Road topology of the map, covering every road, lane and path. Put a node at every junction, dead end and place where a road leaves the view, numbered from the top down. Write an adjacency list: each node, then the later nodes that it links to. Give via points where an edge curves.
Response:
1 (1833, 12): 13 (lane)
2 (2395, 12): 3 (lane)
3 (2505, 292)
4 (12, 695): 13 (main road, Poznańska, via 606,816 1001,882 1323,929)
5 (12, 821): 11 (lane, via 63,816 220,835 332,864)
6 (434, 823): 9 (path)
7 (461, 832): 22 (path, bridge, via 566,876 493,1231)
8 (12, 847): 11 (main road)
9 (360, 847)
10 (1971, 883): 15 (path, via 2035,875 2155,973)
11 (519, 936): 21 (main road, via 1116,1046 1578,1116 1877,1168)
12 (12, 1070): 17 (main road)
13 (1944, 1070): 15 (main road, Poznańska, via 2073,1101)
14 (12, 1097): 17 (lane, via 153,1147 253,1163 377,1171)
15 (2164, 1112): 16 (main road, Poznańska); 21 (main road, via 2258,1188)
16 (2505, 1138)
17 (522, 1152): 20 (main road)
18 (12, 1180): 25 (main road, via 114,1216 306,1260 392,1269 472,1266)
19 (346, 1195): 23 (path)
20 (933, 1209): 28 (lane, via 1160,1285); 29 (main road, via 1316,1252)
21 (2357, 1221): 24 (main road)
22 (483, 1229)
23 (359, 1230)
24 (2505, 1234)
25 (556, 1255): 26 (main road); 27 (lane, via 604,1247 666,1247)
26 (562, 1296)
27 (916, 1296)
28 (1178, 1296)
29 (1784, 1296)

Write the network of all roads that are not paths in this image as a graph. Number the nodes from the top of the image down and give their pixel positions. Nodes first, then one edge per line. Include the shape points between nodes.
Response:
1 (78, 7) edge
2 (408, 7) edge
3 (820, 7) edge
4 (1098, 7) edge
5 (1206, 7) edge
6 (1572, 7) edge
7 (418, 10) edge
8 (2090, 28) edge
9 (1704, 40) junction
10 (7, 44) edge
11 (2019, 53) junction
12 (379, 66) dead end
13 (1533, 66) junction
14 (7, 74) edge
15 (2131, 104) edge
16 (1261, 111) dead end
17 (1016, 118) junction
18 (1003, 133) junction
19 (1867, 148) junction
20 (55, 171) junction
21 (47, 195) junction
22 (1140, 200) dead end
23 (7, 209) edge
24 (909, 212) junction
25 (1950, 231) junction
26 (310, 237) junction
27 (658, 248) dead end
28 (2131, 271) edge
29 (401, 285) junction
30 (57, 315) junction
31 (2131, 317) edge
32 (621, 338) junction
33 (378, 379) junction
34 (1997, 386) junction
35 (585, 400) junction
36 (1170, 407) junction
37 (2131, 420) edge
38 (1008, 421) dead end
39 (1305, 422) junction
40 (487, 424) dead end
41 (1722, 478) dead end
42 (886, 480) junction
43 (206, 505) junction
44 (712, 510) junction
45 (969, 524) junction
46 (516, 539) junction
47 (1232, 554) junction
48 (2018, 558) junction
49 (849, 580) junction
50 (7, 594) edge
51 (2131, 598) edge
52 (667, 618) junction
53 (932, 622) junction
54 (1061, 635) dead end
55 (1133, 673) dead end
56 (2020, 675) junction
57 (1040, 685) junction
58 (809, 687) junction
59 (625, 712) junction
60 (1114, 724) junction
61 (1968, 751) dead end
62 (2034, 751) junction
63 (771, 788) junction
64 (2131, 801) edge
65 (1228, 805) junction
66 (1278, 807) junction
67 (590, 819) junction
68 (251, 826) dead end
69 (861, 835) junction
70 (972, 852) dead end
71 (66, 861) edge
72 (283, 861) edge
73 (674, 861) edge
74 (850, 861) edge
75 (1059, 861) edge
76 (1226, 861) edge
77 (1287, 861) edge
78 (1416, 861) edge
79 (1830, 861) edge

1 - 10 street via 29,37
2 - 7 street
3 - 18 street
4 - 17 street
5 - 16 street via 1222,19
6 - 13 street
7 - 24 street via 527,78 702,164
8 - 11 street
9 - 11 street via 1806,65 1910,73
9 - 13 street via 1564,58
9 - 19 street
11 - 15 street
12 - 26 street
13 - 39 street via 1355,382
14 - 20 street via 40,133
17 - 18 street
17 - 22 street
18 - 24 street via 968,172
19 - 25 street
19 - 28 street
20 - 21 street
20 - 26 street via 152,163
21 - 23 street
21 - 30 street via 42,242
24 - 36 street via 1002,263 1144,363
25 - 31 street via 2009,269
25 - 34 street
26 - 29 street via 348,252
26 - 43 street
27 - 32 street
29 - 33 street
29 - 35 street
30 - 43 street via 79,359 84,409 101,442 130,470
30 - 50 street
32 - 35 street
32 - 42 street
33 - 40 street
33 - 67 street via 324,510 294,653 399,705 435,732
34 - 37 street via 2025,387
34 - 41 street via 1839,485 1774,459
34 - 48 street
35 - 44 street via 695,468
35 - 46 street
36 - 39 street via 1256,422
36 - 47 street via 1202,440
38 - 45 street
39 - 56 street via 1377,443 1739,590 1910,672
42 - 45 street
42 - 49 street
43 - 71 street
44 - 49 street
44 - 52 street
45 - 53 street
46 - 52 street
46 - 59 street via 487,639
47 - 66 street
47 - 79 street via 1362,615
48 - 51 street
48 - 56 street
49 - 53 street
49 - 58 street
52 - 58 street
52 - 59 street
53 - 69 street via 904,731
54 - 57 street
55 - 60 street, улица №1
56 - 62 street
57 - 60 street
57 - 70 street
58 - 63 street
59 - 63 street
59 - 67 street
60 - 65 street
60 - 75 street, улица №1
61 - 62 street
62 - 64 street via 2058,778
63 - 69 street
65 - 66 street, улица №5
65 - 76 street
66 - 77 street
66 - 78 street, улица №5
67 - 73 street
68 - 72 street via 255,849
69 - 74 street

▶ **Task brief**: If a line of the records contains the word "Write", count it; give only the total.

▶ **Output**: 2